Repository files navigation

@segevfiner/pcre2

NPM Version CI

Node-API bindings to PCRE2.

Install using:

npm/yarn/pnpm add @segevfiner/pcre2

Usage

Create an instance using the PCRE2 constructor or pcre2 tagged template literal:

import { PCRE2, pcre2 } from "pcre2";

const re1 = new PCRE2("a(b)c");
const re2 = pcre2`a(b)c`;

const re3 = new PCRE2("foo(bar)+", "g");
const re4 = pcre2("g")`foo(bar)+`; // With flags

The template literal can be called and then used a a literal to add flags as shown above (e.g. pcre2("g")`foo(bar)+`).

The PCRE2 object has the same interface as the builtin JavaScript RegExp object, and can be used with the string methods taking a RegExp as well (Such as match, matchAll, replace, etc.).

By default, the library enables a few PCRE2 options to more closely behave like JavaScript's builtin RegExp, namely: PCRE2_ALT_BSUX, PCRE2_DOLLAR_ENDONLY, PCRE2_MATCH_UNSET_BACKREF, PCRE2_EXTRA_ALT_BSUX, and the behavior on empty matches is the one specified by JavaScript rather than pcre2grep, this can be toggled using the p (pcre2Mode) flag.

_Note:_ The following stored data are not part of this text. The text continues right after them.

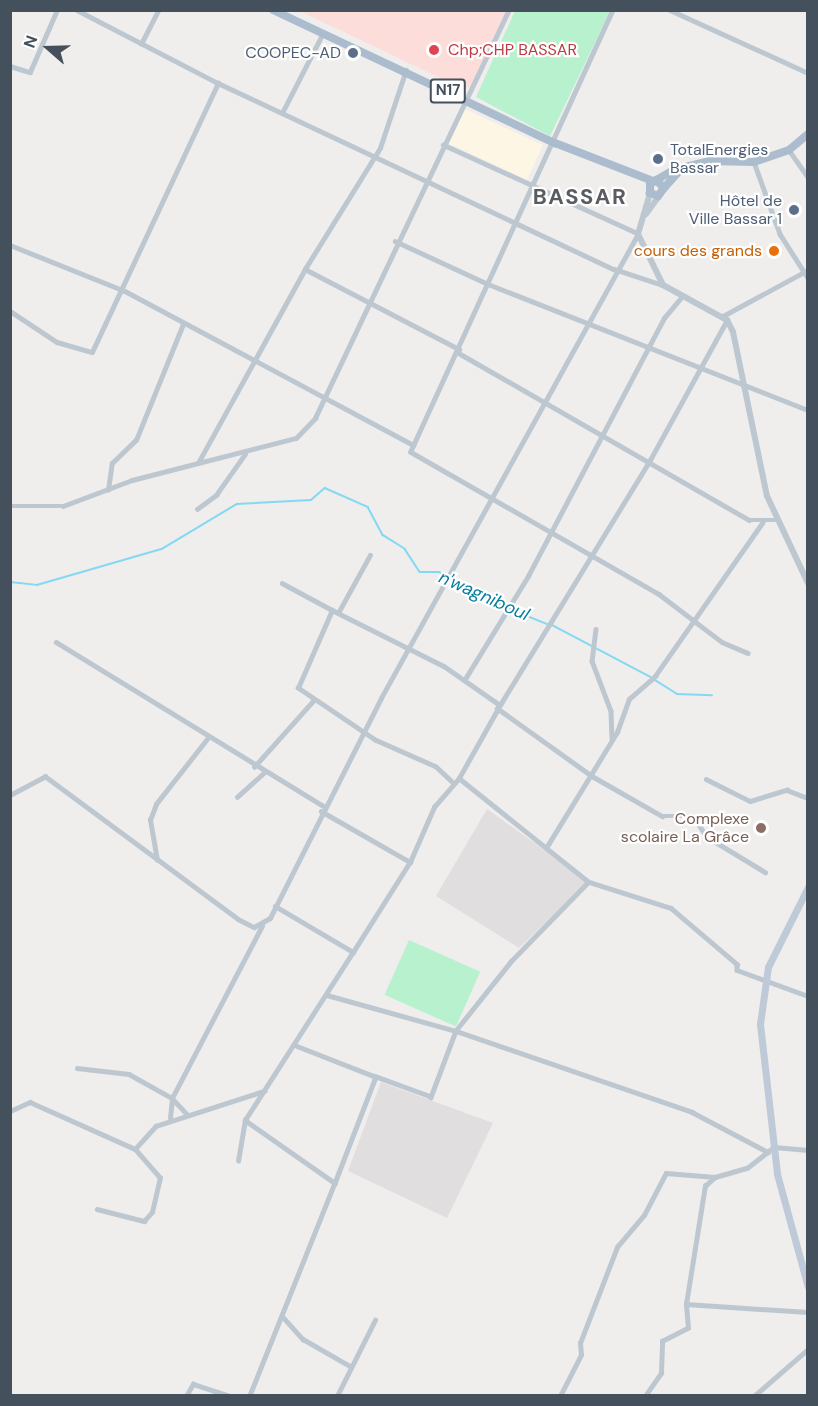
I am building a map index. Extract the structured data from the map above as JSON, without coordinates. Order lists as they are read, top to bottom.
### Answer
{
  "streets": {
    "main road": ["N17"]
  },
  "districts": ["BASSAR"],
  "water": ["n'wagniboul"],
  "places": [
    "Chp;CHP BASSAR",
    "COOPEC-AD",
    "TotalEnergies Bassar",
    "Hôtel de Ville Bassar 1",
    "cours des grands",
    "Complexe scolaire La Grâce"
  ],
  "north": "left"
}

Additional flags supported by PCRE2 are supported (See PCRE2 docs for details):

  • x (extended) - Ignores whitespace in the pattern and allows comments.
  • xx (extendedMore) - Like extended, but also ignores unescaped space and horizontal tab in character classes.
  • n (noAutoCapture) - Disables the use of numbered capturing groups in the pattern.
  • aD (asciiBsd) - Forces \d to match only ASCII digits even with (*UCP).
  • aS (asciiBss) - Forces \s to match only ASCII space characters even with (*UCP).
  • aW (asciiBsw) - Forces \w to match only ASCII word characters even with (*UCP).
  • aT (asciiDigit) - Forces the POSIX character classes [:digit:] and [:xdigit:] to match only ASCII digits even with (*UCP).
  • aP (asciiPosix) - Forces all the POSIX character classes, including [:digit:] and [:xdigit:], to match only ASCII characters even with (*UCP).
  • a - Enables all the ascii options above.
  • r (caselessRestrict) - Disables recognition of case-equivalences that cross the ASCII/non-ASCII boundary when unicode or (*UCP) is enabled.
  • J (dupnames) - Allows duplicate capture group names.
  • U (ungreedy) - Inverts the "greediness" of the quantifiers so that they are not greedy by default, but become greedy if followed by "?".
  • p (pcre2Mode) - Disables JavaScript compatibility options/behaviors to behave like PCRE2.

License

BSD-3-Clause.